"When you hold resentment toward another, you are bound to that person or condition by an emotional link that is stronger than steel. Forgiveness is the only way to dissolve that link and get free."
- Katherine Ponder
When I read this quote above today, it reinforced within me that I don't want to hold resentment of another... I don't want to wonder why things are good for them and not for me? I don't want to question why some people seem to escape trials while others are inundated with them. The precise reason that I don't hold the resentment for others is that I want my freedom.
I don't want to have those chains holding me back, so that I cannot move on. It always makes me think when people I know don't let go of resentment... I see it as so sad, it holds back good people from becoming what they were meant to become.

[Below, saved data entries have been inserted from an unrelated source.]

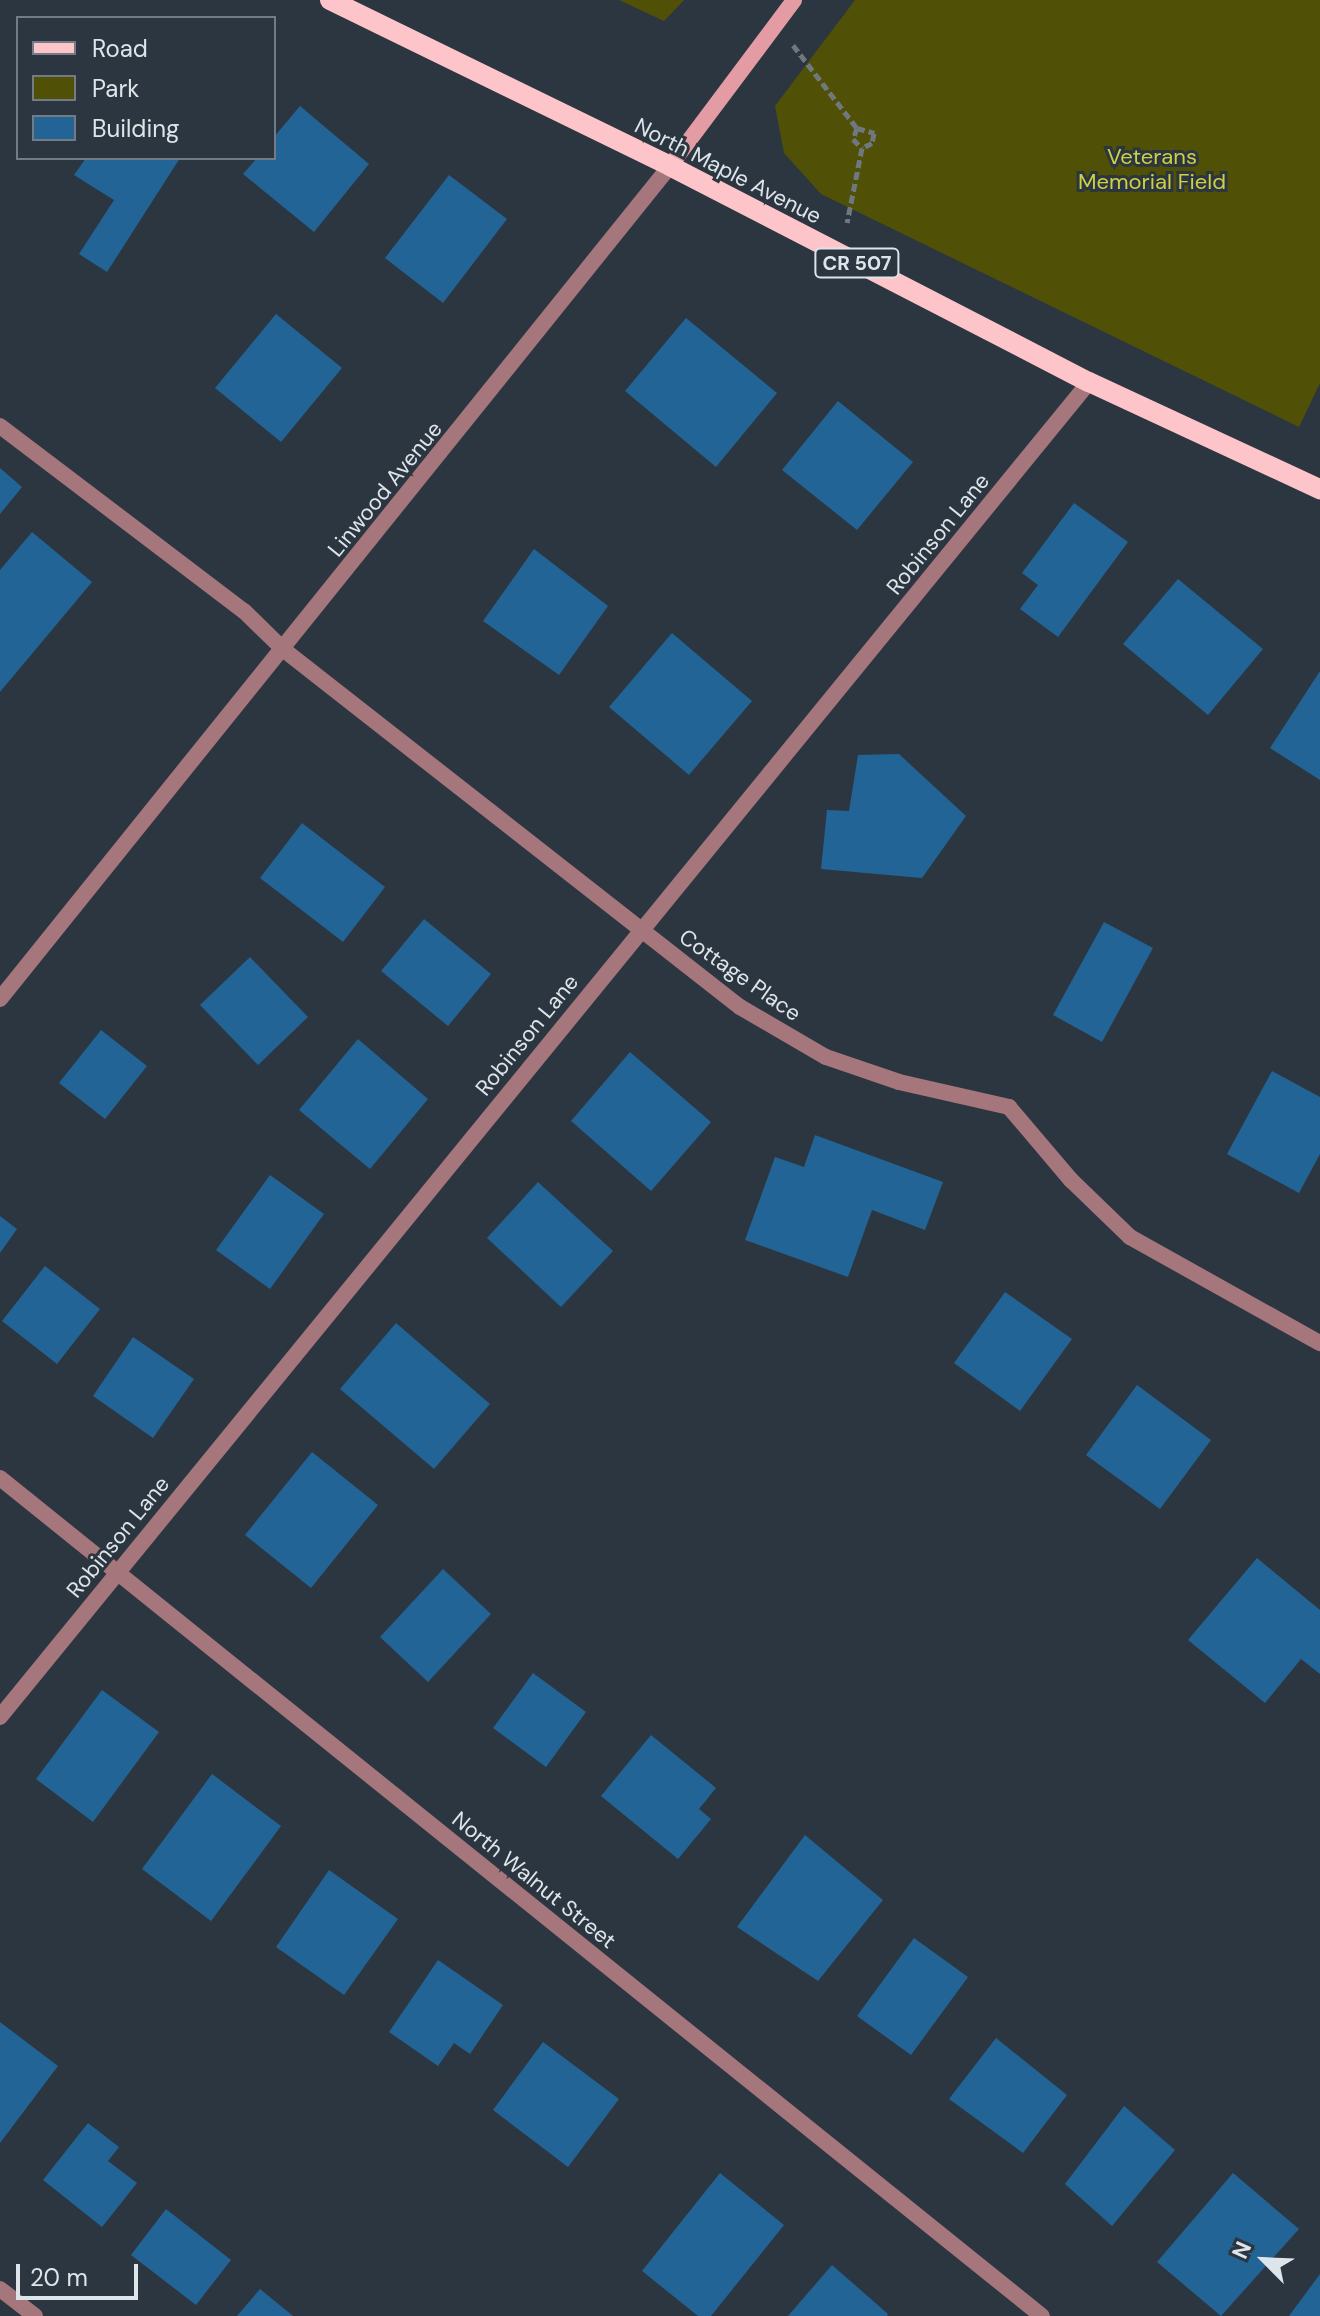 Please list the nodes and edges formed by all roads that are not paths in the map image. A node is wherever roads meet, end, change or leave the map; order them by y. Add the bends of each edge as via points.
1 (330, 0) edge
2 (794, 0) edge
3 (670, 166) junction
4 (1089, 382) junction
5 (0, 426) edge
6 (1318, 483) edge
7 (284, 650) junction
8 (641, 930) junction
9 (0, 999) edge
10 (1320, 1343) edge
11 (0, 1478) edge
12 (117, 1573) junction
13 (0, 1717) edge
14 (0, 2289) edge
15 (35, 2316) edge
16 (1042, 2316) edge

1 - 3 main road, North Maple Avenue / CR 507
2 - 3 main road, Linwood Avenue
3 - 4 main road, North Maple Avenue / CR 507
3 - 7 street, Linwood Avenue
4 - 6 main road, North Maple Avenue / CR 507
4 - 8 street, Robinson Lane
5 - 7 street, Cottage Place via 244,611
7 - 8 street, Cottage Place
7 - 9 street, Linwood Avenue
8 - 10 street, Cottage Place via 740,1007 826,1057 899,1082 1009,1107 1071,1180 1130,1237
8 - 12 street, Robinson Lane
11 - 12 street, North Walnut Street
12 - 13 street, Robinson Lane
12 - 16 street, North Walnut Street
14 - 15 street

When I was 15 years old and I wanted to be free from Ruth (my abusive ex step mother)... all I did was pray that I would be free of living with her, free of her control... I wished her no harm, I never questioned why she didn't seem to pay... My prayer was answered, I was free not to live with her... it was not for me to wonder why or when she would pay. I think no ill thoughts of her or anyone that was less then kind to me.
I never want resentment to stunt my growth and hold me back... just as I felt when I was 15 is how I feel today... Let things go, don't be revengeful... it will never bring peace or freedom.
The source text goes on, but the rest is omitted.